Summary: If we had 2 threads on the run queue, say [A,B], and B is bound to the current Task, then we would fail to migrate any threads. This fixes it so that we would migrate A in that case. This will help parallelism a bit in programs that have lots of bound threads. Test Plan: Test program in #12419, which is actually not a great program but it does behave a bit better after this change. Reviewers: ezyang, niteria, bgamari, austin, erikd Subscribers: thomie Differential Revision: https://phabricator.haskell.org/D2430 GHC Trac Issues: #12419
author: Simon Marlow <marlowsd@gmail.com> 2016-07-27 16:00:08 +0100
committer: Simon Marlow <marlowsd@gmail.com> 2016-08-03 08:07:34 +0100
commit: 988ad8ba8e709eff3cea59728e481bb269fa6185 (patch)
tree: 1a977f33b53ad1188900c077b4970cce3f078127 /rts/Schedule.c
parent: 55f5aed756cd5d464942dddcb33e0bd19b05f2a4 (diff)
download: haskell-988ad8ba8e709eff3cea59728e481bb269fa6185.tar.gz
1 files changed, 63 insertions, 24 deletions
diff --git a/rts/Schedule.c b/rts/Schedule.c
index ee2d7dbb0d..908acf27fe 100644
--- a/rts/Schedule.c
+++ b/rts/Schedule.c
@@ -702,13 +702,16 @@ schedulePushWork(Capability *cap USED_IF_THREADS,
     Capability *free_caps[n_capabilities], *cap0;
     uint32_t i, n_wanted_caps, n_free_caps;
 
+    uint32_t spare_threads = cap->n_run_queue > 0 ? cap->n_run_queue - 1 : 0;
+
     // migration can be turned off with +RTS -qm
-    if (!RtsFlags.ParFlags.migrate) return;
+    if (!RtsFlags.ParFlags.migrate) {
+        spare_threads = 0;
+    }
 
     // Figure out how many capabilities we want to wake up.  We need at least
     // sparkPoolSize(cap) plus the number of spare threads we have.
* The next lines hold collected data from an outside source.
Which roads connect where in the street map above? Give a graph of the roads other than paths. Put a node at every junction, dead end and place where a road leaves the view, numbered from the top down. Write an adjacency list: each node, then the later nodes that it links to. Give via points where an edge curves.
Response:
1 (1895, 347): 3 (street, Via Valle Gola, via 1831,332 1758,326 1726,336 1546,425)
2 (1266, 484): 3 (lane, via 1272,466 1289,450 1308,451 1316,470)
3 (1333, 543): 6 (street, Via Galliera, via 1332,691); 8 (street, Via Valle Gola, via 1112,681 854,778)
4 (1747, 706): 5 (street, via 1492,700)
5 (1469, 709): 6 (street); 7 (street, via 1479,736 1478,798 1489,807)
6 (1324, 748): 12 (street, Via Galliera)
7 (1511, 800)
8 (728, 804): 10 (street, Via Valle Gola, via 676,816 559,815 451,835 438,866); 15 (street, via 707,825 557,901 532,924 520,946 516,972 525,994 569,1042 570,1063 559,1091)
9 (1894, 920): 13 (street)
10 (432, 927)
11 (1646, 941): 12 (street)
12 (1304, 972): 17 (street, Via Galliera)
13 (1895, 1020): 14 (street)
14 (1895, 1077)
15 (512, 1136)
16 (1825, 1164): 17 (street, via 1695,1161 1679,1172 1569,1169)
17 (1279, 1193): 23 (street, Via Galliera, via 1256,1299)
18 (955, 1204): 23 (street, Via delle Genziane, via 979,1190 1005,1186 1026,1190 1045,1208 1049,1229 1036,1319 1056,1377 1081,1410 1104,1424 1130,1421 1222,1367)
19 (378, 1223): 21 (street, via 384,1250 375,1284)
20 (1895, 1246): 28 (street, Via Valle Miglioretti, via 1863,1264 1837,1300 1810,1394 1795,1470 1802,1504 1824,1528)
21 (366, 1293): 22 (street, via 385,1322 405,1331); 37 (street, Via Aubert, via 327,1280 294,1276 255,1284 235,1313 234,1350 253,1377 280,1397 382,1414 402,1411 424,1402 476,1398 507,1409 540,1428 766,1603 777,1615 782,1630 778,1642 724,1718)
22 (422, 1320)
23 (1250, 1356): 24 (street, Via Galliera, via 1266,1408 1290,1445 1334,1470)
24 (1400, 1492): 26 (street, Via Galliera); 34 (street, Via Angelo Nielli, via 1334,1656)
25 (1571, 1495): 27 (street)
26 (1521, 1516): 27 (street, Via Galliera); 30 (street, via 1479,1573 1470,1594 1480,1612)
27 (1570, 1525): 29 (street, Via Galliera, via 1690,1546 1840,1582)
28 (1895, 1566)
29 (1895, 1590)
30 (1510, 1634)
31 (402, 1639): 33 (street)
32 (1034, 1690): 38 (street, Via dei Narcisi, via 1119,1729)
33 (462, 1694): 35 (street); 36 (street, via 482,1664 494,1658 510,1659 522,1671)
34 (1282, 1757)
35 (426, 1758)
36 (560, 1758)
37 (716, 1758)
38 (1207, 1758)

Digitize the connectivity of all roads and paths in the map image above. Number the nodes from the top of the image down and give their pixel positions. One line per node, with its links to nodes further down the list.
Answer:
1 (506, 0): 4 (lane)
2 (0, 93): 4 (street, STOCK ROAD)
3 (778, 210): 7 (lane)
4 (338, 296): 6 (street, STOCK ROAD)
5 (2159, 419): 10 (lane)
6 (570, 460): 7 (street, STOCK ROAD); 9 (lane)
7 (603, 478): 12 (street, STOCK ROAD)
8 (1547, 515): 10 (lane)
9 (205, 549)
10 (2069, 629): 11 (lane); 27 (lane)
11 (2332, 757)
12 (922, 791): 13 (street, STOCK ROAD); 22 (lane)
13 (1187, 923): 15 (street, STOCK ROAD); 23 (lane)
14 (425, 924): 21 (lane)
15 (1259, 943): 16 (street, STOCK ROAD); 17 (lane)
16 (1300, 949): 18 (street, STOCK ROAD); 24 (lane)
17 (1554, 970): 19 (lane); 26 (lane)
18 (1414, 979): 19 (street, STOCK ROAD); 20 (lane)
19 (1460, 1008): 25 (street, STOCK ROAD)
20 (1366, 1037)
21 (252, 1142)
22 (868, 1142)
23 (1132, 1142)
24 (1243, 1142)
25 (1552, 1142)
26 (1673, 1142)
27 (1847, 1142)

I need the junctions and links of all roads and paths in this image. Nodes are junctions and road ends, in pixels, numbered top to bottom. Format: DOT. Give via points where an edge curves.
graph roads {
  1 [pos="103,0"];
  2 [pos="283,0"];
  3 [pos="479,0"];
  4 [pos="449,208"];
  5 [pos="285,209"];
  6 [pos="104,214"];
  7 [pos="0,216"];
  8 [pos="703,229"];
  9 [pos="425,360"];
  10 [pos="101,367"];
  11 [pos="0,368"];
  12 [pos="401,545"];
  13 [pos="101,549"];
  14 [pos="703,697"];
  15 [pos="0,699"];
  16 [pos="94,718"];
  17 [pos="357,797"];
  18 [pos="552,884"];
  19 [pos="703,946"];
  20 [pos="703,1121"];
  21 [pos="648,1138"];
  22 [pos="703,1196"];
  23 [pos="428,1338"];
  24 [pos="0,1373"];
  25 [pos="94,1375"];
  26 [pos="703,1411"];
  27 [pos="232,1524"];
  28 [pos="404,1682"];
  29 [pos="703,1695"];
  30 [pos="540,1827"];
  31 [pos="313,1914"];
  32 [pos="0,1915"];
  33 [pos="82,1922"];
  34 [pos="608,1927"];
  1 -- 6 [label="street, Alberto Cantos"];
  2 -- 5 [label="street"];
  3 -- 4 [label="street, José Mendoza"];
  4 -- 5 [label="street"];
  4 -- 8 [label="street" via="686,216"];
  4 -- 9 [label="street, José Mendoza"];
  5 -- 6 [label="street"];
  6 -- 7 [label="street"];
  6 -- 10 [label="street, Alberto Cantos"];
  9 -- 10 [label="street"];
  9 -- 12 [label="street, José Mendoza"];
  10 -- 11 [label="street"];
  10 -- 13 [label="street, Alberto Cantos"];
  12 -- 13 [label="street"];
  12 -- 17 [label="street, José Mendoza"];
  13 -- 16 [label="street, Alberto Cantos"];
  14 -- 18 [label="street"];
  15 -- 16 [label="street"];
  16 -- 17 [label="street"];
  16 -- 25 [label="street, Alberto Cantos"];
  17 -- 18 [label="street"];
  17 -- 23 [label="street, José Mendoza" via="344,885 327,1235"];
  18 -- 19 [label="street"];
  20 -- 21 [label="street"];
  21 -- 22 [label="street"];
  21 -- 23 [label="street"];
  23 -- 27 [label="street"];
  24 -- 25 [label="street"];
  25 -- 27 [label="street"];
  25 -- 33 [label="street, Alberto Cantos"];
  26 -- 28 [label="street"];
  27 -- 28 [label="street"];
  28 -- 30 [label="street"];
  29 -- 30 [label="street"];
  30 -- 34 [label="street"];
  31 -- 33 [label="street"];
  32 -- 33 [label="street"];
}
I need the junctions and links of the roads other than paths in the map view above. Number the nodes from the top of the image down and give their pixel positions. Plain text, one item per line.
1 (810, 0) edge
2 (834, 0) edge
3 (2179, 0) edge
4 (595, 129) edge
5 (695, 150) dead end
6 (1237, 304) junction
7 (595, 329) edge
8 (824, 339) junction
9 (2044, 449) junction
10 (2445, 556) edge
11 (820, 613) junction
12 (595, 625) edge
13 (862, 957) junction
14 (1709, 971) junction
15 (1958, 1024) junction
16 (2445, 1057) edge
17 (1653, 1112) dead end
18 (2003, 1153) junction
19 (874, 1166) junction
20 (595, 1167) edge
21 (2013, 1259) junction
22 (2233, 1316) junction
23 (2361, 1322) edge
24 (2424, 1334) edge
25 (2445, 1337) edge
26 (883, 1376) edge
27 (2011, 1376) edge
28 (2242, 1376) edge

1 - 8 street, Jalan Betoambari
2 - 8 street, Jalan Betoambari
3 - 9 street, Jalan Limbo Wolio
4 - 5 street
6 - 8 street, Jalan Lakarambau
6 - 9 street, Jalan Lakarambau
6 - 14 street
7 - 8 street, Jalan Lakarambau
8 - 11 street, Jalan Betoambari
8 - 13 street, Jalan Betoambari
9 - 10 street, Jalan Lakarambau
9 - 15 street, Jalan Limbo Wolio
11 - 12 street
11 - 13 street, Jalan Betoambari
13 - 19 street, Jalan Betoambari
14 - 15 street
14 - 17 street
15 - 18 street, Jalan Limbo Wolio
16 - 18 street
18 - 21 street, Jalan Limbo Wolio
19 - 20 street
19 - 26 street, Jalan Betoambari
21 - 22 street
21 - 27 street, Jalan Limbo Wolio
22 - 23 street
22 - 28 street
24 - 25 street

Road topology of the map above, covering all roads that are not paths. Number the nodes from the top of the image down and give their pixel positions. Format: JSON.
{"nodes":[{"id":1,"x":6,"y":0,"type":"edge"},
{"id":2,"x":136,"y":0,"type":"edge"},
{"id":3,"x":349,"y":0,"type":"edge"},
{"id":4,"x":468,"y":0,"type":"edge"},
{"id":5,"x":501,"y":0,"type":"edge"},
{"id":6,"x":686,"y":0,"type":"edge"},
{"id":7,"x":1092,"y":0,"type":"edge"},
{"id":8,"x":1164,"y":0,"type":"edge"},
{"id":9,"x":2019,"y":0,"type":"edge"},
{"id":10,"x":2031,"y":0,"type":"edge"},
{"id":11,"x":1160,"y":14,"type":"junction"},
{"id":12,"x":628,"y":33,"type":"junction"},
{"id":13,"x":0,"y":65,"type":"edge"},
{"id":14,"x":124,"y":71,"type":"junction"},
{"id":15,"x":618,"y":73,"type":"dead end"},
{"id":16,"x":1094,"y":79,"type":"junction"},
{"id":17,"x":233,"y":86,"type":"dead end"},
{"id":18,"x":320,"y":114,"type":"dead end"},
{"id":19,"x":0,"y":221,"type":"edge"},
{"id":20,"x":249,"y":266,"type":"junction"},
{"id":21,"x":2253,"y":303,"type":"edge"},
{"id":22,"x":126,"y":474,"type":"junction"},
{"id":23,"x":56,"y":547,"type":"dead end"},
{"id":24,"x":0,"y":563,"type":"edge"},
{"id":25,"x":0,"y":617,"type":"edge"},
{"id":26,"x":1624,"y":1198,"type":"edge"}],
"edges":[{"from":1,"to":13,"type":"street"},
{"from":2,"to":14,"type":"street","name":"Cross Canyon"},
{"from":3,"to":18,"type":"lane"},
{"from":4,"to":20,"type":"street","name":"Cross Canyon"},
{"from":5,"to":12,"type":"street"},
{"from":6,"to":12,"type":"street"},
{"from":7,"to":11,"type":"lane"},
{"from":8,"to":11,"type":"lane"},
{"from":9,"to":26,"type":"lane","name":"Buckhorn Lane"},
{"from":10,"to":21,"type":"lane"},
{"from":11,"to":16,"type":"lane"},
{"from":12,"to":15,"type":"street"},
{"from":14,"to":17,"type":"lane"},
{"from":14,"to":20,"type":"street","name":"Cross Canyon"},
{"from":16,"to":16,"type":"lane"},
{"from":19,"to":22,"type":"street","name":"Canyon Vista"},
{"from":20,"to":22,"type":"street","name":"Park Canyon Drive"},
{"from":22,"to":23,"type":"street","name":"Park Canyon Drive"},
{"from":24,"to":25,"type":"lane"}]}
-    n_wanted_caps = sparkPoolSizeCap(cap) + cap->n_run_queue - 1;
-
+    n_wanted_caps = sparkPoolSizeCap(cap) + spare_threads;
     if (n_wanted_caps == 0) return;
 
     // First grab as many free Capabilities as we can.  ToDo: we should use
@@ -730,10 +733,22 @@ schedulePushWork(Capability *cap USED_IF_THREADS,
         }
     }
 
-    // we now have n_free_caps free capabilities stashed in
-    // free_caps[].  Share our run queue equally with them.  This is
-    // probably the simplest thing we could do; improvements we might
-    // want to do include:
+    // We now have n_free_caps free capabilities stashed in
+    // free_caps[].  Attempt to share our run queue equally with them.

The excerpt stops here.